**Data excerpts**
--------------------
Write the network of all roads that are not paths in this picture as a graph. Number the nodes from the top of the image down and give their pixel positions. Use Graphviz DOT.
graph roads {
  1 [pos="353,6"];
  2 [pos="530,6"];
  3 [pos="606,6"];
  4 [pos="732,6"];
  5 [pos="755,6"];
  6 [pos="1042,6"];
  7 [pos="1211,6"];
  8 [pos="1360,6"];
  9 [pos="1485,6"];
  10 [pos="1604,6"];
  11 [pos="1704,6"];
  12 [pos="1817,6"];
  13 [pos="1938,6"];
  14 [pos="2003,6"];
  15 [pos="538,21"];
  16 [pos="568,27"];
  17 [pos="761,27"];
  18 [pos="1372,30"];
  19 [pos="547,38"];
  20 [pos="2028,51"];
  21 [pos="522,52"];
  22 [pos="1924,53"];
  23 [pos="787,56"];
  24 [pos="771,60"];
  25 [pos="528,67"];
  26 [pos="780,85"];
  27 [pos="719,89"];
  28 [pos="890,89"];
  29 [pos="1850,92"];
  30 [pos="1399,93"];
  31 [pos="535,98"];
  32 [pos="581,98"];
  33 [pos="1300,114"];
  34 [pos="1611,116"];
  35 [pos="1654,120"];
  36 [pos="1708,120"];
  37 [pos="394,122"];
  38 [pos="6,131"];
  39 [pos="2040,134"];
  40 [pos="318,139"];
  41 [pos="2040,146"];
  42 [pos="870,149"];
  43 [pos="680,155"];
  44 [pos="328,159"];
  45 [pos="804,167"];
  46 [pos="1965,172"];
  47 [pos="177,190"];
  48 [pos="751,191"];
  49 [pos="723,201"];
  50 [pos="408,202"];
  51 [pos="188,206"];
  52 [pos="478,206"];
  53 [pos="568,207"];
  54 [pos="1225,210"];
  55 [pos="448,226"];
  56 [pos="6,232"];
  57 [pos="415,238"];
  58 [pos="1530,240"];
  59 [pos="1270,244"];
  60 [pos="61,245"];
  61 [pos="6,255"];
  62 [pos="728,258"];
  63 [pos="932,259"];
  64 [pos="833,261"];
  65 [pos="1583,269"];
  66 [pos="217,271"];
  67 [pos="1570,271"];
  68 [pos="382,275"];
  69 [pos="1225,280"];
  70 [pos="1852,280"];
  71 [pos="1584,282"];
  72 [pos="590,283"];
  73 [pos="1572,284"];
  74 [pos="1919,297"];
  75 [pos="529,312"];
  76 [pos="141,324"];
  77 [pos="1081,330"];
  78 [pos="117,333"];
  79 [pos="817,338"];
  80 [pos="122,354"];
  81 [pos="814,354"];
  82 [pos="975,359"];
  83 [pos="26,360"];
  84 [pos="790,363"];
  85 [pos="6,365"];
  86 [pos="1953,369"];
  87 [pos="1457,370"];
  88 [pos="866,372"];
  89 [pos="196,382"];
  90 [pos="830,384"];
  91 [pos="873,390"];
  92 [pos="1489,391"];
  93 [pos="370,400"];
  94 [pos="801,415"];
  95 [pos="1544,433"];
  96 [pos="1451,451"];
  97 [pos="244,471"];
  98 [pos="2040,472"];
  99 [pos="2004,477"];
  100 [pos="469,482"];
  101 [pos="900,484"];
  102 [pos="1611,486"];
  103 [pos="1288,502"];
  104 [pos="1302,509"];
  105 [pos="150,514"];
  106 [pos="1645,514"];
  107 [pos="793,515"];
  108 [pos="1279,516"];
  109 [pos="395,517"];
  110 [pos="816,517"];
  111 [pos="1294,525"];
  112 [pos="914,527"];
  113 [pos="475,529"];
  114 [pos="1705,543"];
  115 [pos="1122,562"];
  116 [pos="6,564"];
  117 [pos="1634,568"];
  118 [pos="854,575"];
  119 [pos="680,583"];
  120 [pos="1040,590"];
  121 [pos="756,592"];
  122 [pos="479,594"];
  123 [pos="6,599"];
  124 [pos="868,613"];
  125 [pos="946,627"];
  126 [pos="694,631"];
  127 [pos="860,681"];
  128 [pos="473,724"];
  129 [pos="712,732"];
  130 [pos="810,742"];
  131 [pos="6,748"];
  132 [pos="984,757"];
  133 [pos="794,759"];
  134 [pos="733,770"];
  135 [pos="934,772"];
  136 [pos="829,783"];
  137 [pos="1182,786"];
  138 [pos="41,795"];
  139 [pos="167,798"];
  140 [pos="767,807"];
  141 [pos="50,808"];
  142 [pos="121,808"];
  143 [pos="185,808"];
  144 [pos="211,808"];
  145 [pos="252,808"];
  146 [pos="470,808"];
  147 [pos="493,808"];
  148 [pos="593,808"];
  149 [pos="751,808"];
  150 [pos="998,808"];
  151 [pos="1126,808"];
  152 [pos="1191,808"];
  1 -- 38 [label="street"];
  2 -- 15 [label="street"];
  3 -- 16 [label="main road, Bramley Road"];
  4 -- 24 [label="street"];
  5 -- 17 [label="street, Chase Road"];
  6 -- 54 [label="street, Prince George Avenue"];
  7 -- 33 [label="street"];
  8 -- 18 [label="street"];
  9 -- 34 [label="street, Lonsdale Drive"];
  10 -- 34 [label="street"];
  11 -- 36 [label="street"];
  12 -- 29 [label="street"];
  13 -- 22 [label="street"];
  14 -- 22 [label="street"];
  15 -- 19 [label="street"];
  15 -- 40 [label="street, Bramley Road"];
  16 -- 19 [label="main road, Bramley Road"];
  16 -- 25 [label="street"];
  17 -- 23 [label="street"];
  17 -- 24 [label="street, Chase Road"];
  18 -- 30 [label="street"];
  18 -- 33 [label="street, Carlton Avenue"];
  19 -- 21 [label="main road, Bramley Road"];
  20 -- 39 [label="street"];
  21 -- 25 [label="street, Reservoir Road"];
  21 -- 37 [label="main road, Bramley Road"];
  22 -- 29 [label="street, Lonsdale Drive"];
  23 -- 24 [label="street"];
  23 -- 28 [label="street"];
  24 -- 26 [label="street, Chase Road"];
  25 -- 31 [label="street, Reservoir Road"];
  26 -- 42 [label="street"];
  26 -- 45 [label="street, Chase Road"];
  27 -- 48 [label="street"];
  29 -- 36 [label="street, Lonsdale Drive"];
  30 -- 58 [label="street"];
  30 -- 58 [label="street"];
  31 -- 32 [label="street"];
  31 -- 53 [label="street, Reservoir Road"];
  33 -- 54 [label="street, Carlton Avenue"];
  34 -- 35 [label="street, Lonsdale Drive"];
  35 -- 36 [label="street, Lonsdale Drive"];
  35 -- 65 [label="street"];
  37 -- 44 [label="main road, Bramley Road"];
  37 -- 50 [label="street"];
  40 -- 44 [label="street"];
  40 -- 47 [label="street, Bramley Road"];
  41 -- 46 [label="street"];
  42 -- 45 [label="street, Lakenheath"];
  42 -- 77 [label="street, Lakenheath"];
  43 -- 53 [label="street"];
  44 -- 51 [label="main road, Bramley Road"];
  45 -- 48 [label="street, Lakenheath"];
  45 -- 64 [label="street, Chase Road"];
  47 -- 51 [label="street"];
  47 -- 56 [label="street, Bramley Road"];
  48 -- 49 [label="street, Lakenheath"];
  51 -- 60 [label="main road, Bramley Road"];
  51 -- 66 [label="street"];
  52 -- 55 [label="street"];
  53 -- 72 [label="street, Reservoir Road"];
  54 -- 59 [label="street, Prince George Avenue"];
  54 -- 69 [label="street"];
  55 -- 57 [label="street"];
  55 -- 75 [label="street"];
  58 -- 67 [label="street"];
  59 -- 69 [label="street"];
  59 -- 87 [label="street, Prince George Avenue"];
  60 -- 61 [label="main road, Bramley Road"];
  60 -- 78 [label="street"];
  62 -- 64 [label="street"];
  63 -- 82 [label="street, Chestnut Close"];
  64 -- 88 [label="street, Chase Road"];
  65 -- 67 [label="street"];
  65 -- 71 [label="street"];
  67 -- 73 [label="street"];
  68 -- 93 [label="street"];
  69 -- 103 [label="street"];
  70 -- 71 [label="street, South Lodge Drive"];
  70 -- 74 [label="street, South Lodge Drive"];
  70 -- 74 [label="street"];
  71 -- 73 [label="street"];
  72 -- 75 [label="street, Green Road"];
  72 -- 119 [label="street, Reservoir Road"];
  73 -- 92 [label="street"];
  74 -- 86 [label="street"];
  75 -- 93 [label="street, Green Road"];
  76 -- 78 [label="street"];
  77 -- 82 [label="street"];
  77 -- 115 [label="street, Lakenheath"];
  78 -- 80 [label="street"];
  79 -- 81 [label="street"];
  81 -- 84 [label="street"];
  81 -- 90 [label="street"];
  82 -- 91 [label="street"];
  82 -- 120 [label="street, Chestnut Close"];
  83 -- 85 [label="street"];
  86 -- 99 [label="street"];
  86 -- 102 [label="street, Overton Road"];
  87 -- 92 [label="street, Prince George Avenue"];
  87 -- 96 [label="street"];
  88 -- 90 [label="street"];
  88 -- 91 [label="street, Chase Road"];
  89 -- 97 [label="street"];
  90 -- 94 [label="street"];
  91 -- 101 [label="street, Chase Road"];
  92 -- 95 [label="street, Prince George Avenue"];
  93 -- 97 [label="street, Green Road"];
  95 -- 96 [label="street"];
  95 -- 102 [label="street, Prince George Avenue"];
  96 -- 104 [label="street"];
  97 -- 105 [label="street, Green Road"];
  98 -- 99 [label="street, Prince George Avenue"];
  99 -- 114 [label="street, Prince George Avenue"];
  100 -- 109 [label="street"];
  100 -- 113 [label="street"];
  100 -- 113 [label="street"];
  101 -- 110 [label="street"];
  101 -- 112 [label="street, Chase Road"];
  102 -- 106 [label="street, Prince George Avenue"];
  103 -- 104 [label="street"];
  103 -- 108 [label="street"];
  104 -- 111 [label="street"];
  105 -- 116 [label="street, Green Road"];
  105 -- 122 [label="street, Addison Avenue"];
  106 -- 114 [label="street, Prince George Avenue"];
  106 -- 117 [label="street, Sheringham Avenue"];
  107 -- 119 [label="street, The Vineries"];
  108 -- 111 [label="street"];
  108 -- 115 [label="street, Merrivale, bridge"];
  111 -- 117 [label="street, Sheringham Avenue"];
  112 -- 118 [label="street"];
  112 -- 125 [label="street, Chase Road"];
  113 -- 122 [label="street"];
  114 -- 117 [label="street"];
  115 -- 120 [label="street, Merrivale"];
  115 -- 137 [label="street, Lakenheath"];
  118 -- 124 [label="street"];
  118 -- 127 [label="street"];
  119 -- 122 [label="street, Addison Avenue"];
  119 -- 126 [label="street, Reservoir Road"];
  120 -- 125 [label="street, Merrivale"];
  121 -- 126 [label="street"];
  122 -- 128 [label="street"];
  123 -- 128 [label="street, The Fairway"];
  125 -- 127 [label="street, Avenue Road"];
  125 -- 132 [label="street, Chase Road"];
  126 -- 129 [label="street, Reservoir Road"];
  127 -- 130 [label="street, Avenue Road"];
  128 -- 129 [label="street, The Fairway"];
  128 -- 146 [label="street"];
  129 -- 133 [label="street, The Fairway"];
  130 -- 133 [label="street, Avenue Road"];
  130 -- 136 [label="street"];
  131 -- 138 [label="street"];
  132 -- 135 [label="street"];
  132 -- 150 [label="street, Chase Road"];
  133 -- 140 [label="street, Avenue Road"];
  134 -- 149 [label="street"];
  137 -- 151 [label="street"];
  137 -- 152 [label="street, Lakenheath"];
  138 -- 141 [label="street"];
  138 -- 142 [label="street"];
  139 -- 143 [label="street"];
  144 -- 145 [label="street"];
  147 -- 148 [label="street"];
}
--------------------
**GOAL OF THE EXERCISE**
Whenever a line of the data contains "Green", it counts; state how many such lines there are, with nothing added.

**ANSWER SPACE**
5